Rashi, commenting to Parashat Matot (31:21), includes this incident in his list of three occasions when Moshe was punished for becoming angry. Specifically, Rashi writes that in all three instances Moshe was punished by experiencing a mental lapse of sorts as a result of his anger. The other occasions noted by Rashi are Mei Meriva – when Moshe was angry at the people for complaining, and then mistakenly hit the rock instead of speaking to it – and after the battle against Midyan, when Moshe angrily berated the generals for their mistake and then forgot the laws relevant to the utensils taken from Midyan.
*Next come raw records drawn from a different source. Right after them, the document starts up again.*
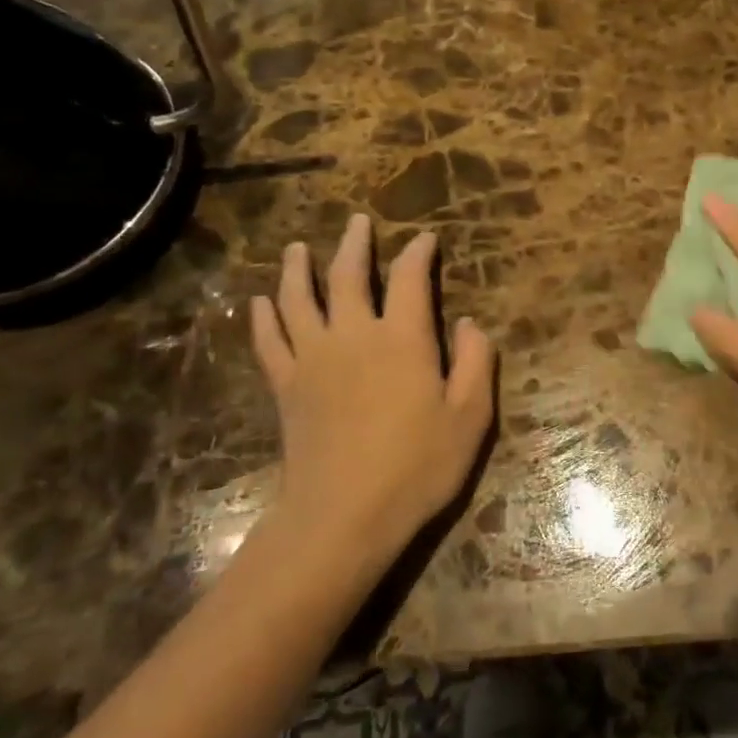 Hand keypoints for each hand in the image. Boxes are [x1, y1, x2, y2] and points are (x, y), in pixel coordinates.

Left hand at [250, 216, 495, 558]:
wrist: (344, 516)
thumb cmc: (417, 466)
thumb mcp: (470, 416)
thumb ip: (476, 362)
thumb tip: (471, 323)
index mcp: (403, 338)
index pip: (410, 278)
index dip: (418, 253)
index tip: (425, 238)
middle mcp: (354, 335)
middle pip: (348, 276)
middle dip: (355, 244)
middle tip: (357, 222)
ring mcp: (313, 359)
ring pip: (299, 299)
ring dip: (299, 268)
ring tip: (298, 247)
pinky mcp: (286, 387)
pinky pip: (270, 341)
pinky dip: (264, 317)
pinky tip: (260, 302)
Upon considering these three incidents, we immediately recognize a clear distinction between the account here in Parashat Shemini and the other two. At Mei Meriva and after the war with Midyan, Moshe made a mistake after becoming angry. As Rashi writes, “Since Moshe came upon anger, he came upon a mistake.” This does not appear to be the case, however, in Parashat Shimini. Here, Moshe’s anger did not result in a mistake, but to the contrary, his mistake is what caused him to be angry. He overlooked the fact that Aharon and his sons were forbidden to partake of the sacrificial meat due to their state of bereavement, and so he angrily criticized them for what he perceived as their failure to comply with God’s instructions. This is very different from the other two situations, where Moshe was punished for his anger by making a mental mistake. Why, then, does Rashi group all three incidents together, as examples of how “since Moshe came upon anger, he came upon a mistake”?
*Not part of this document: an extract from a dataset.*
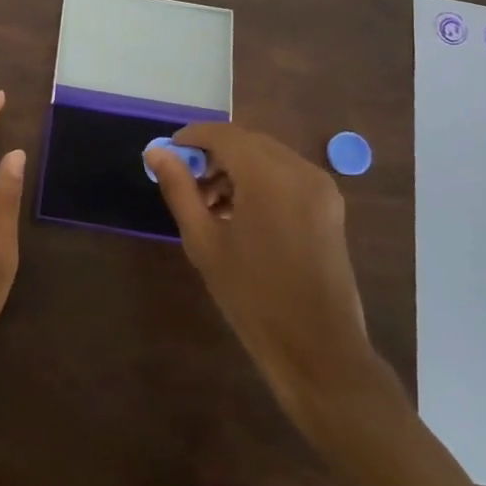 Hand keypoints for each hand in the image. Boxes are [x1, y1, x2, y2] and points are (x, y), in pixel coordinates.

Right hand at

Rav Yitzchak Pinchas Goldwasser, in his Mei Zahav (Parashat Matot), suggests (while acknowledging that this answer is given “be-dochak”) that Rashi refers here to the fact that Moshe’s anger prevented him from recognizing his mistake. True, it was his mistake that led to his anger; however, his anger, in turn, blinded him such that he did not realize that he, and not Aharon and his sons, had erred. And thus this incident, too, is an example of anger leading to a mistake – in the sense that it prevented Moshe from recognizing his mistake. It turns out, then, that Rashi in his comments points to two similar phenomena: mistakes made as a result of anger, and mistakes that lead to anger, which in turn prevents a person from recognizing and conceding his error.